• Items from a dataset
■ ■ ■ ■ ■ ■ ■
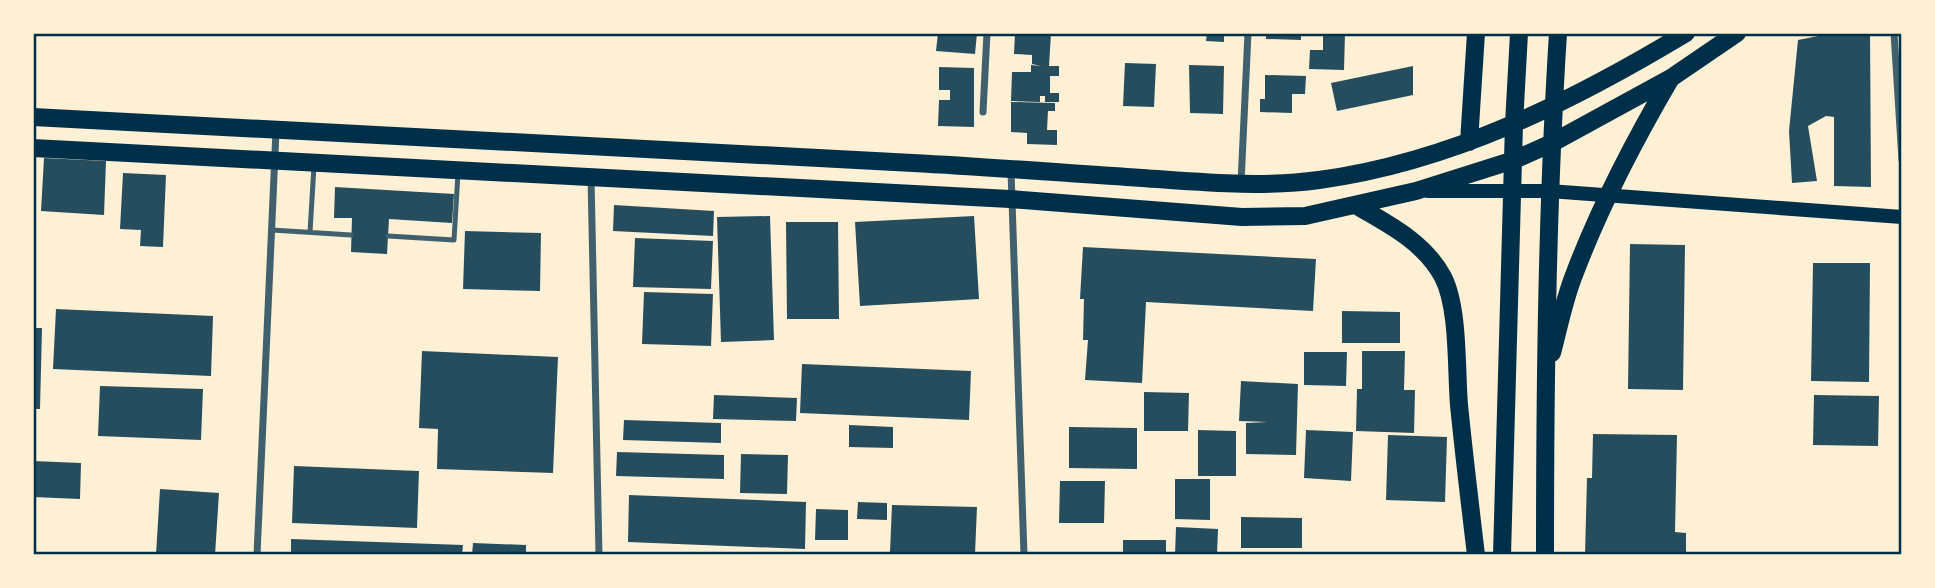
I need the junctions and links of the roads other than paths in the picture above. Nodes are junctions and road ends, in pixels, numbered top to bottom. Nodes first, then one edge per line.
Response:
1 (988, 33) edge
2 (1248, 33) edge
3 (1476, 33) edge
4 (1519, 33) edge
5 (1558, 33) edge
6 (1686, 33) edge
7 (1737, 33) edge
8 (1894, 33) edge
9 (1671, 78) junction
10 (1554, 107) junction
11 (983, 112) dead end
12 (33, 117) edge
13 (1514, 124) junction
14 (276, 130) junction
15 (1469, 142) junction
16 (1552, 143) junction
17 (33, 148) edge
18 (275, 160) junction
19 (1514, 160) junction
20 (1902, 160) edge
21 (314, 163) junction
22 (1011, 169) junction
23 (458, 171) junction
24 (591, 177) junction
25 (1241, 185) junction
26 (1416, 191) junction
27 (1514, 191) junction
28 (1549, 191) junction
29 (1608, 195) junction
30 (1010, 199) junction
31 (1357, 206) junction
32 (1902, 217) edge
33 (272, 230) junction
34 (310, 232) junction
35 (351, 235) dead end
36 (388, 236) dead end
37 (1545, 377) junction
38 (257, 555) edge
39 (599, 555) edge
40 (1024, 555) edge
41 (1476, 555) edge
42 (1502, 555) edge
43 (1545, 555) edge

1 - 11 street
2 - 25 street
3 - 15 main road
4 - 13 main road
5 - 10 main road
6 - 10 main road
7 - 9 main road
8 - 20 street
9 - 16 main road
9 - 29 main road
10 - 13 main road
10 - 16 main road
12 - 14 main road
13 - 15 main road
13 - 19 main road
14 - 18 street
14 - 22 main road
15 - 25 main road
16 - 19 main road
16 - 28 main road
17 - 18 main road
18 - 21 main road
18 - 33 street
19 - 26 main road
19 - 27 main road
21 - 23 main road
21 - 34 lane
22 - 25 main road
22 - 30 street
23 - 24 main road
23 - 36 lane
24 - 30 main road
24 - 39 street
26 - 27 main road
26 - 31 main road
27 - 28 main road
27 - 42 main road
28 - 29 main road
28 - 37 main road
29 - 32 main road
29 - 37 main road
30 - 31 main road
30 - 40 street
31 - 41 main road
33 - 34 lane
33 - 38 street
34 - 35 lane
37 - 43 main road

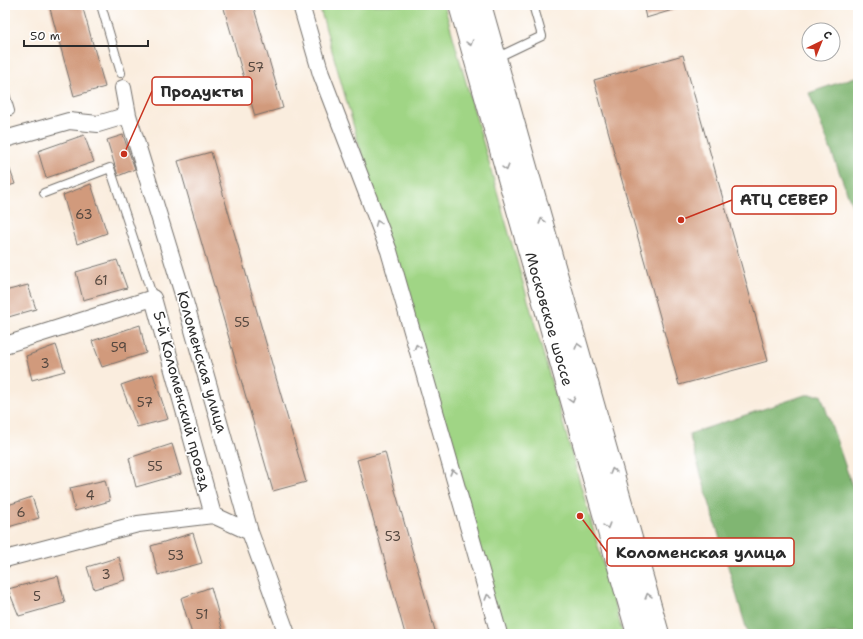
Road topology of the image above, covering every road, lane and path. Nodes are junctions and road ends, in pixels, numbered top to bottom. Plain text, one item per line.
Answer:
1 (101, 5) edge
2 (301, 5) edge
3 (460, 5) edge
4 (480, 5) edge
5 (533, 5) edge
6 (496, 58) junction
7 (122, 80) joint
8 (5, 94) edge
9 (10, 111) dead end
10 (128, 115) junction
11 (5, 139) edge
12 (44, 193) dead end
13 (154, 298) junction
14 (5, 344) edge
15 (213, 515) junction
16 (250, 532) junction
17 (5, 559) edge
18 (286, 634) edge
19 (499, 634) edge
20 (638, 634) edge
21 (658, 634) edge

1 - 7 lane
19 -> 2 street
3 -> 20 main road, Московское шоссе
4 - 6 main road, Московское шоссе
5 - 6 lane
21 -> 6 main road, Московское шоссе
7 - 10 street, Коломенская улица
8 - 9 lane
10 - 11 street
10 - 16 street, Коломенская улица
12 - 13 lane
13 - 14 street, 5-й Коломенский проезд
13 - 15 street, 5-й Коломенский проезд
15 - 16 street
15 - 17 street
16 - 18 street, Коломенская улица

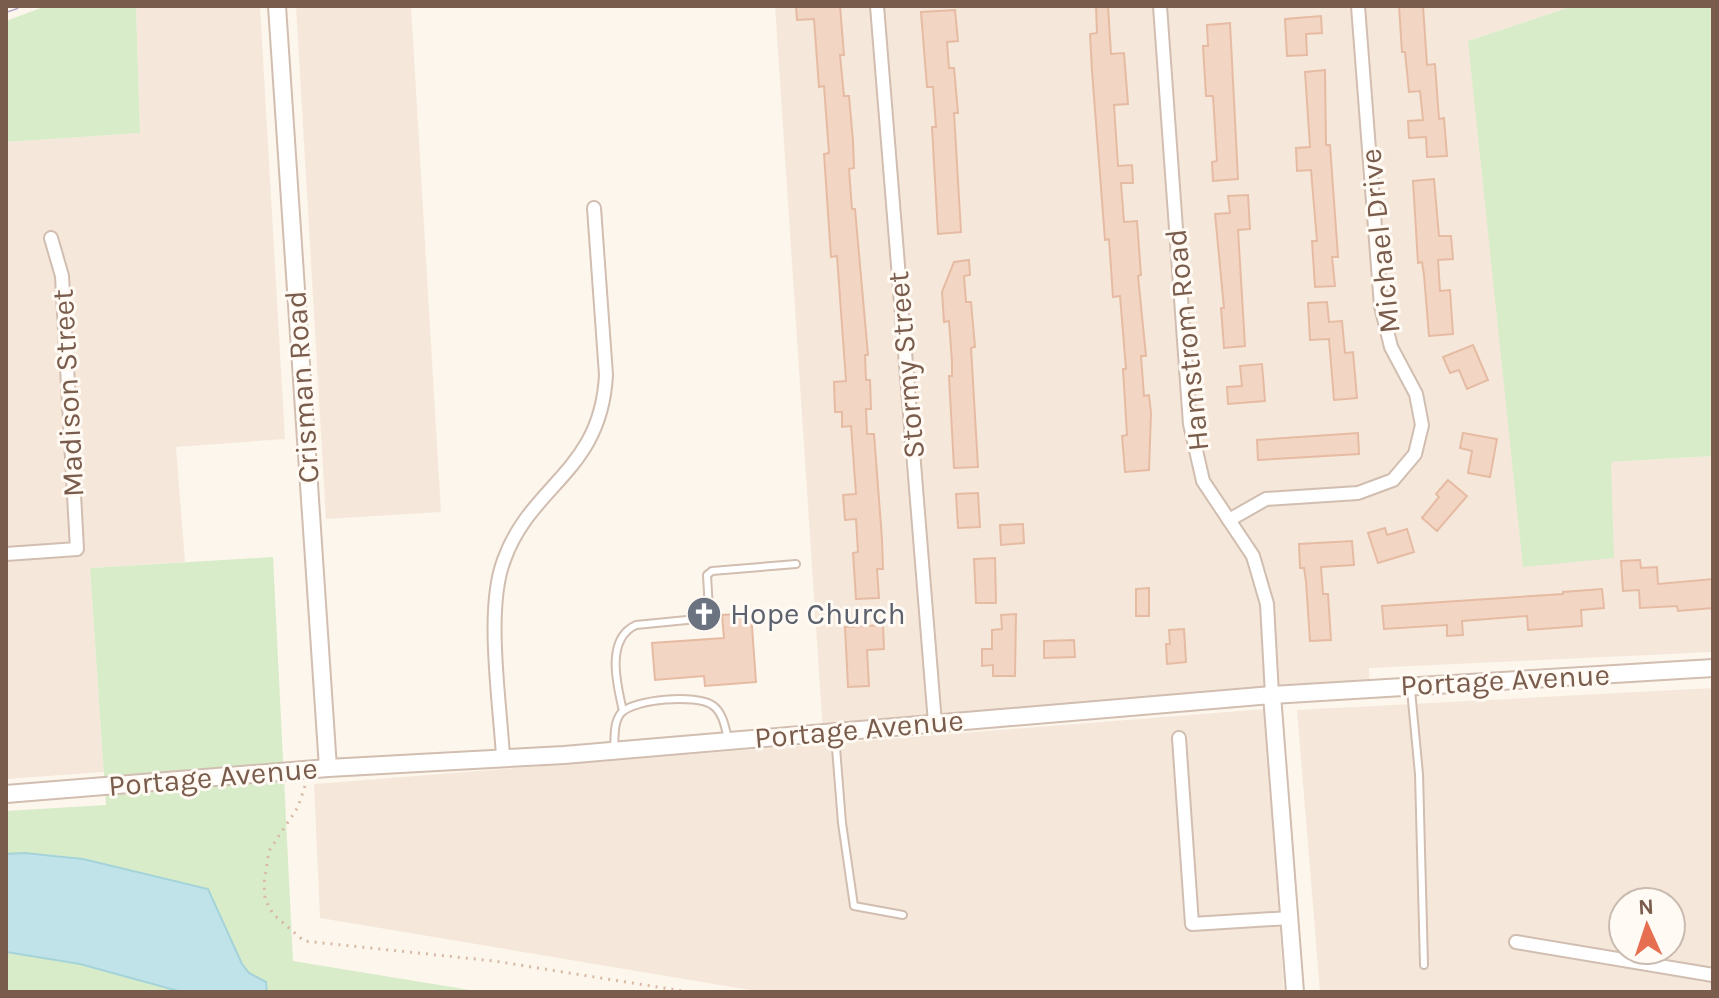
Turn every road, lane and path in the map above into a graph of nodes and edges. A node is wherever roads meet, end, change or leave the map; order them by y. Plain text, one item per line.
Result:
1 (277, 6) edge
2 (877, 6) edge
3 (1160, 6) edge
4 (1358, 6) edge
5 (594, 208) dead end
6 (51, 238) dead end
7 (1229, 520) junction
8 (6, 554) edge
9 (796, 564) dead end
10 (1713, 668) edge
11 (1411, 686) junction
12 (1272, 695) junction
13 (623, 711) junction
14 (935, 723) junction
15 (834, 732) junction
16 (1179, 738) dead end
17 (729, 741) junction
18 (614, 750) junction
19 (503, 757) junction
20 (328, 768) junction
21 (306, 770) junction
22 (6, 794) edge
23 (903, 915) dead end
24 (1290, 918) junction
25 (1516, 942) dead end
26 (1424, 965) dead end
27 (1713, 975) edge
28 (689, 992) edge
29 (1295, 992) edge

1 - 20 street, Crisman Road
2 - 14 street, Stormy Street
3 - 7 street, Hamstrom Road
4 - 7 street, Michael Drive
5 - 19 street
6 - 8 street, Madison Street
7 - 12 street, Hamstrom Road
9 - 13 lane
10 - 11 street, Portage Avenue
11 - 12 street, Portage Avenue
11 - 26 lane
12 - 14 street, Portage Avenue
12 - 24 street, Hamstrom Road
13 - 17 lane
13 - 18 lane
14 - 15 street, Portage Avenue
15 - 17 street, Portage Avenue
15 - 23 lane
16 - 24 street
17 - 18 street, Portage Avenue
18 - 19 street, Portage Avenue
19 - 20 street, Portage Avenue
20 - 21 street, Portage Avenue
21 - 22 street, Portage Avenue
21 - 28 path
24 - 29 street, Hamstrom Road
25 - 27 street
■ ■ ■ ■ ■ ■ ■
• Task requirements
Apply a filter for "шоссе" to the entries and show each line that passes.

• Task result
3 -> 20 main road, Московское шоссе
4 - 6 main road, Московское шоссе
21 -> 6 main road, Московское шоссе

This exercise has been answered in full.